Institute of Combinatorics and its Applications
- Abbreviation: ICA
- Type: 501(c)(3)
- Focus: increase visibility and influence of the combinatorial community
- Location: Duluth, MN;
- Board of directors: Daniel Panario, President Charles Colbourn, Vice-president Dalibor Froncek, Vice-president Anita Pasotti, Vice-president Sarah Heuss, Secretary Bryan Freyberg, Registrar
- Website: http://www.the-ica.org/

= Institute of Combinatorics and its Applications =

International scientific organization

The Institute of Combinatorics and its Applications (ICA) is an international scientific organization formed in 1990 to increase the visibility and influence of the combinatorial community. In pursuit of this goal, the ICA sponsors conferences, publishes a bulletin and awards a number of medals, including the Euler, Hall, Kirkman, and Stanton Medals. It is based in Duluth, Minnesota and its operation office is housed at University of Minnesota Duluth.
The institute was minimally active between 2010 and 2016 and resumed its full activities in March 2016.

==Membership==
The ICA has over 800 members in over forty countries. Membership is at three levels. Members are those who have not yet completed a Ph.D. Associate Fellows are younger members who have received the Ph.D. or have published extensively; normally an Associate Fellow should hold the rank of assistant professor. Fellows are expected to be established scholars and typically have the rank of associate professor or higher.
Some members are involved in highly theoretical research; there are members whose primary interest lies in education and instruction; and there are members who are heavily involved in the applications of combinatorics in statistical design, communications theory, cryptography, computer security, and other practical areas.
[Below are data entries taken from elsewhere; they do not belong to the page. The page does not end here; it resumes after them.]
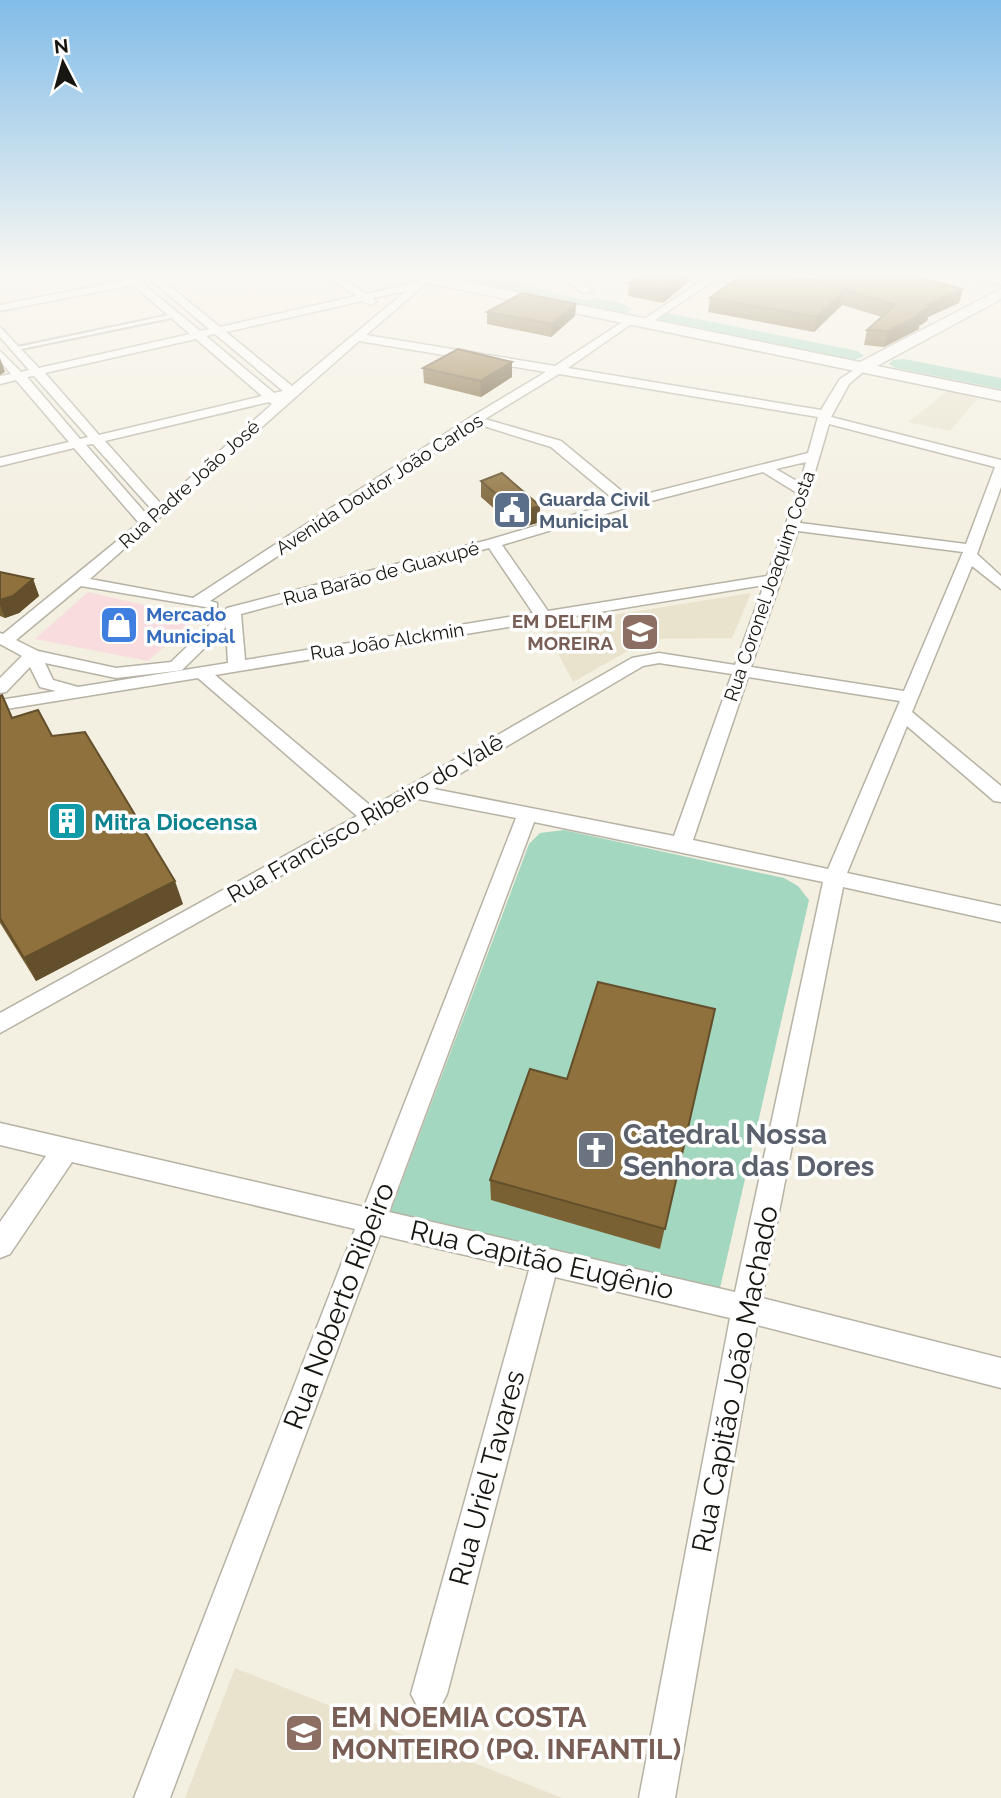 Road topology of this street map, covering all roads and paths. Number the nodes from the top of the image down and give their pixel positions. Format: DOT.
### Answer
graph roads {
  1 [pos="4,359"];
  2 [pos="26,359"];
  3 [pos="96,359"];
  4 [pos="224,359"];
  5 [pos="250,359"];
  6 [pos="330,359"];
  7 [pos="481,359"];
  8 [pos="577,359"];
  9 [pos="823,359"];
  10 [pos="876,359"];
  11 [pos="863,367"];
  12 [pos="38,372"];
  13 [pos="556,372"];
  14 [pos="18,376"];
  15 [pos="0,380"];
  16 [pos="292,392"];
  17 [pos="1001,396"];
  18 [pos="275,401"];
  19 [pos="825,417"];
  20 [pos="475,420"];
  21 [pos="101,443"];
  22 [pos="80,448"];
  23 [pos="812,456"];
  24 [pos="0,462"];
  25 [pos="1001,466"];
  26 [pos="765,468"];
  27 [pos="0,472"];
  28 [pos="804,492"];
  29 [pos="627,503"];
  30 [pos="160,511"];
  31 [pos="148,524"];
  32 [pos="792,526"];
  33 [pos="493,544"];
  34 [pos="970,552"];
  35 [pos="774,579"];
  36 [pos="76,581"];
  37 [pos="1001,584"];
  38 [pos="198,602"];
  39 [pos="233,611"];
  40 [pos="543,616"];
  41 [pos="3,638"];
  42 [pos="33,654"];
  43 [pos="237,665"];
  44 [pos="740,669"];
  45 [pos="202,673"];
  46 [pos="0,688"];
  47 [pos="93,690"];
  48 [pos="0,705"];
  49 [pos="906,705"];
  50 [pos="415,792"];
  51 [pos="1001,796"];
  52 [pos="527,814"];
  53 [pos="370,816"];
  54 [pos="681,844"];
  55 [pos="834,879"];
  56 [pos="1001,914"];
  57 [pos="0,1024"];
  58 [pos="0,1134"];
  59 [pos="66,1149"];
  60 [pos="371,1219"];
  61 [pos="0,1245"];
  62 [pos="545,1262"];
  63 [pos="746,1308"];
  64 [pos="1001,1373"];
  65 [pos="429,1694"];
  66 [pos="152,1798"];
  67 [pos="657,1798"];
  1 -- 14 [label="street"];
  2 -- 12 [label="street"];
  3 -- 12 [label="street"];
  4 -- 18 [label="street"];
  5 -- 16 [label="street"];
  6 -- 16 [label="street"];
  7 -- 13 [label="street"];
  8 -- 13 [label="street, Avenida Doutor João Carlos"];
  9 -- 11 [label="main road"];
  10 -- 11 [label="main road, Rua Coronel Joaquim Costa"];
  11 -- 17 [label="main road"];
  11 -- 19 [label="street, Rua Coronel Joaquim Costa"];
  12 -- 14 [label="street"];
  12 -- 21 [label="street"];
  13 -- 19 [label="street"];
  13 -- 20 [label="street, Avenida Doutor João Carlos"];
  14 -- 15 [label="street"];
  14 -- 22 [label="street"];
  16 -- 18 [label="street"];
  18 -- 21 [label="street"];
  18 -- 30 [label="street, Rua Padre João José"];
  19 -- 23 [label="street, Rua Coronel Joaquim Costa"];
  19 -- 25 [label="street"];
  20 -- 29 [label="street"];
  20 -- 38 [label="street, Avenida Doutor João Carlos"];
  21 -- 22 [label="street"];
  21 -- 30 [label="street"];
  22 -- 24 [label="street"];
  22 -- 27 [label="street"];
  22 -- 31 [label="street"];
  23 -- 26 [label="street, Rua Barão de Guaxupé"];
  23 -- 28 [label="street, Rua Coronel Joaquim Costa"];
  25 -- 34 [label="street, Rua Capitão João Machado"];
  26 -- 28 [label="street"];
  26 -- 29 [label="street, Rua Barão de Guaxupé"];
  28 -- 32 [label="street, Rua Coronel Joaquim Costa"];
  29 -- 33 [label="street, Rua Barão de Guaxupé"];
  30 -- 31 [label="street, Rua Padre João José"];
  31 -- 36 [label="street, Rua Padre João José"];
  32 -- 34 [label="street"];
  32 -- 35 [label="street, Rua Coronel Joaquim Costa"];
  33 -- 39 [label="street, Rua Barão de Guaxupé"];
  33 -- 40 [label="street"];
  34 -- 37 [label="street"];
  34 -- 49 [label="street, Rua Capitão João Machado"];
  35 -- 40 [label="street, Rua João Alckmin"];
  35 -- 44 [label="street, Rua Coronel Joaquim Costa"];
  36 -- 38 [label="street"];
  36 -- 41 [label="street, Rua Padre João José"];
  38 -- 39 [label="street"];
  39 -- 42 [label="street"];
  39 -- 43 [label="street"];
  40 -- 43 [label="street, Rua João Alckmin"];
  41 -- 42 [label="street"];
  42 -- 46 [label="street"];
  42 -- 47 [label="street"];
  43 -- 45 [label="street, Rua João Alckmin"];
  44 -- 49 [label="street, Rua Francisco Ribeiro do Valê"];
  44 -- 50 [label="street, Rua Francisco Ribeiro do Valê"];
  44 -- 54 [label="street, Rua Coronel Joaquim Costa"];
  45 -- 47 [label="street, Rua João Alckmin"];
  45 -- 53 [label="street"];
  47 -- 48 [label="street, Rua João Alckmin"];
  49 -- 51 [label="street"];
  49 -- 55 [label="street, Rua Capitão João Machado"];
  50 -- 52 [label="street"];
  50 -- 53 [label="street, Rua Francisco Ribeiro do Valê"];
  52 -- 54 [label="street"];
  52 -- 60 [label="street, Rua Noberto Ribeiro"];
  53 -- 57 [label="street, Rua Francisco Ribeiro do Valê"];
  54 -- 55 [label="street"];
  55 -- 56 [label="street"];
  55 -- 63 [label="street, Rua Capitão João Machado"];
  58 -- 59 [label="street, Rua Capitão Eugênio"];
  59 -- 60 [label="street, Rua Capitão Eugênio"];
  59 -- 61 [label="street"];
  60 -- 62 [label="street, Rua Capitão Eugênio"];
  60 -- 66 [label="street, Rua Noberto Ribeiro"];
  62 -- 63 [label="street, Rua Capitão Eugênio"];
  62 -- 65 [label="street, Rua Uriel Tavares"];
  63 -- 64 [label="street, Rua Capitão Eugênio"];
  63 -- 67 [label="street, Rua Capitão João Machado"];
}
Although being a fellow of the ICA is not itself a highly selective honor, the ICA also maintains another class of members, "honorary fellows", people who have made "pre-eminent contributions to combinatorics or its applications". The number of living honorary fellows is limited to ten at any time. The deceased honorary fellows include
H. S. M. Coxeter, Paul Erdős, Haim Hanani, Bernhard Neumann, D. H. Lehmer,
Leonard Carlitz, Robert Frucht, E. M. Wright, and Horst Sachs.
Living honorary fellows include
S. S. Shrikhande, C. R. Rao, G. J. Simmons, Vera Sós, Henry Gould, Carsten Thomassen, Neil Robertson, Cheryl Praeger, and R. M. Wilson.

==Publication==

The ICA publishes the Bulletin of the ICA, a journal that combines publication of survey and research papers with news of members and accounts of future and past conferences. It appears three times a year, in January, May and September and usually consists of 128 pages.
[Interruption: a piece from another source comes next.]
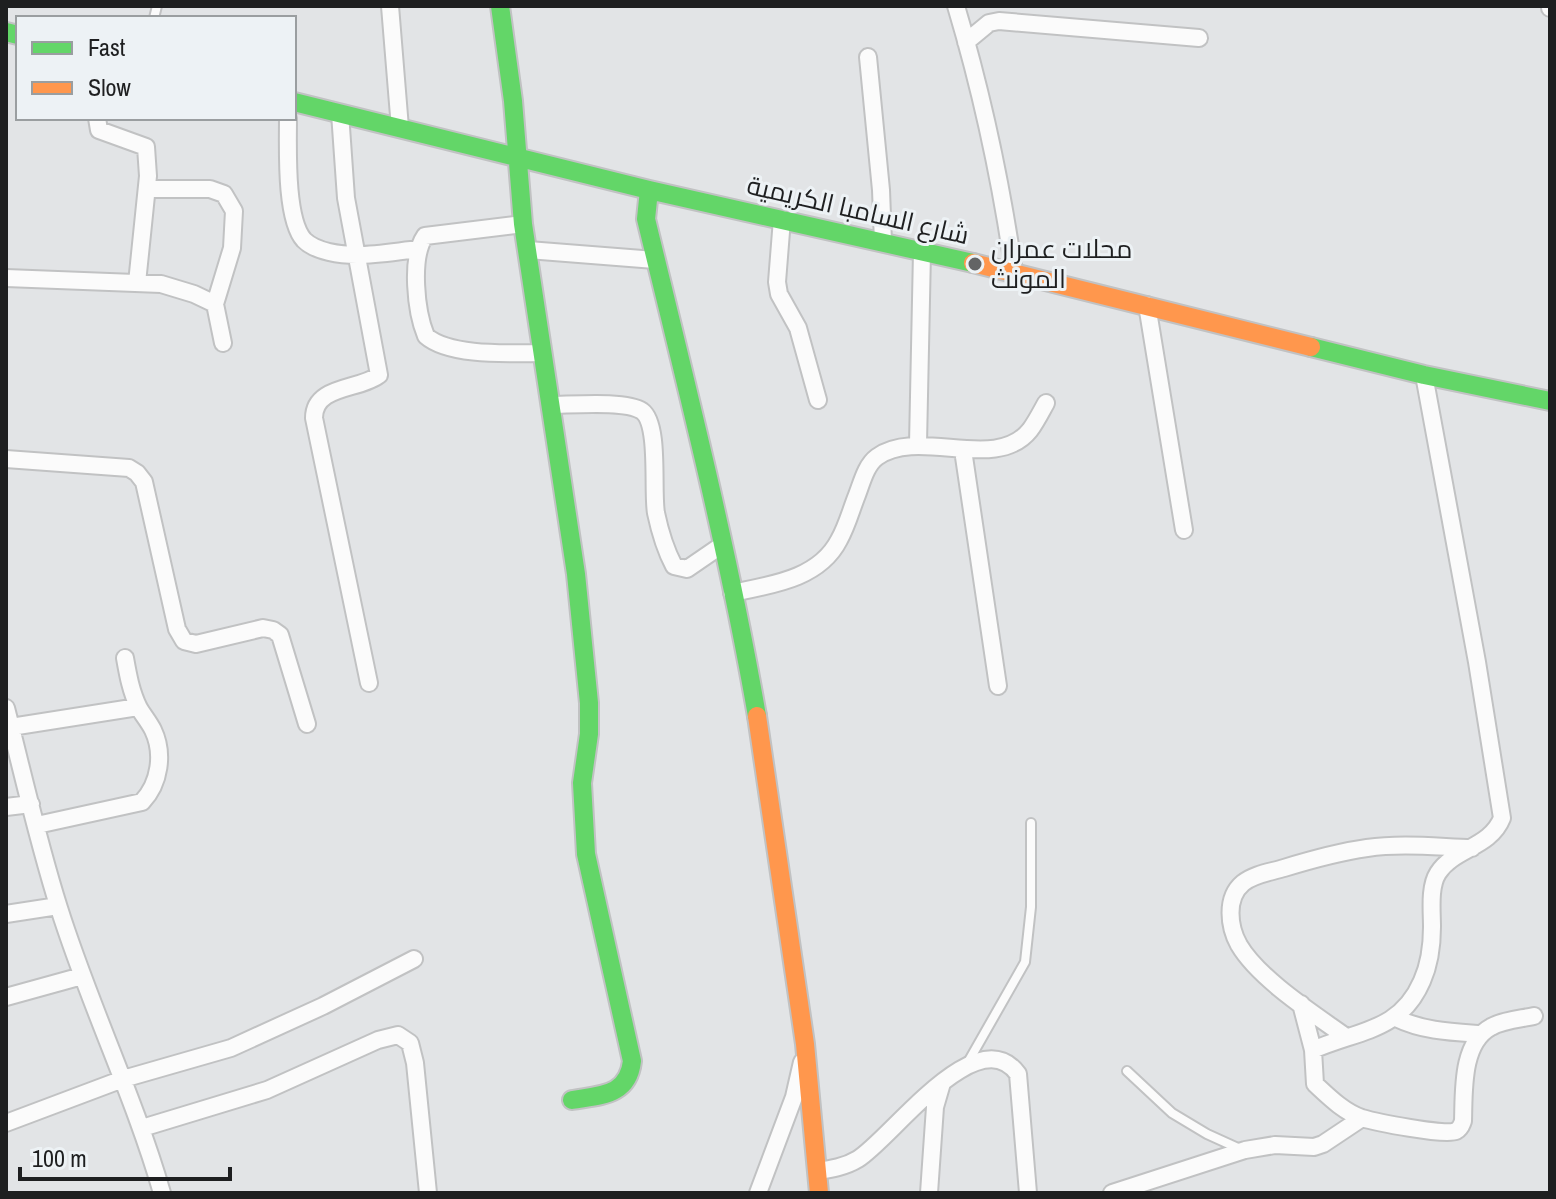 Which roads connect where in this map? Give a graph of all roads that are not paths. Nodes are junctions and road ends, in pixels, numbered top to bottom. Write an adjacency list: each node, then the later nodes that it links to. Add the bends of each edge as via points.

Beginning in 2017, the research articles in the Bulletin have been made available on an open access basis.

==Medals==

The ICA awards the Euler Medals annually for distinguished career contributions to combinatorics by a member of the institute who is still active in research. It is named after the 18th century mathematician Leonhard Euler.

The ICA awards the Hall Medals, named after Marshall Hall, Jr., to recognize outstanding achievements by members who are not over age 40.

The ICA awards the Kirkman Medals, named after Thomas Kirkman, to recognize outstanding achievements by members who are within four years past their Ph.D.

The winners of the medals for the years between 2010 and 2015 were decided by the ICA Medals Committee between November 2016 and February 2017 after the ICA resumed its activities in 2016.

In 2016, the ICA voted to institute an ICA medal to be known as the Stanton Medal, named after Ralph Stanton, in recognition of substantial and sustained contributions, other than research, to promoting the discipline of combinatorics. The Stanton Medal honours significant lifetime contributions to promoting the discipline of combinatorics through advocacy, outreach, service, teaching and/or mentoring. At most one medal per year is to be awarded, typically to a Fellow of the ICA.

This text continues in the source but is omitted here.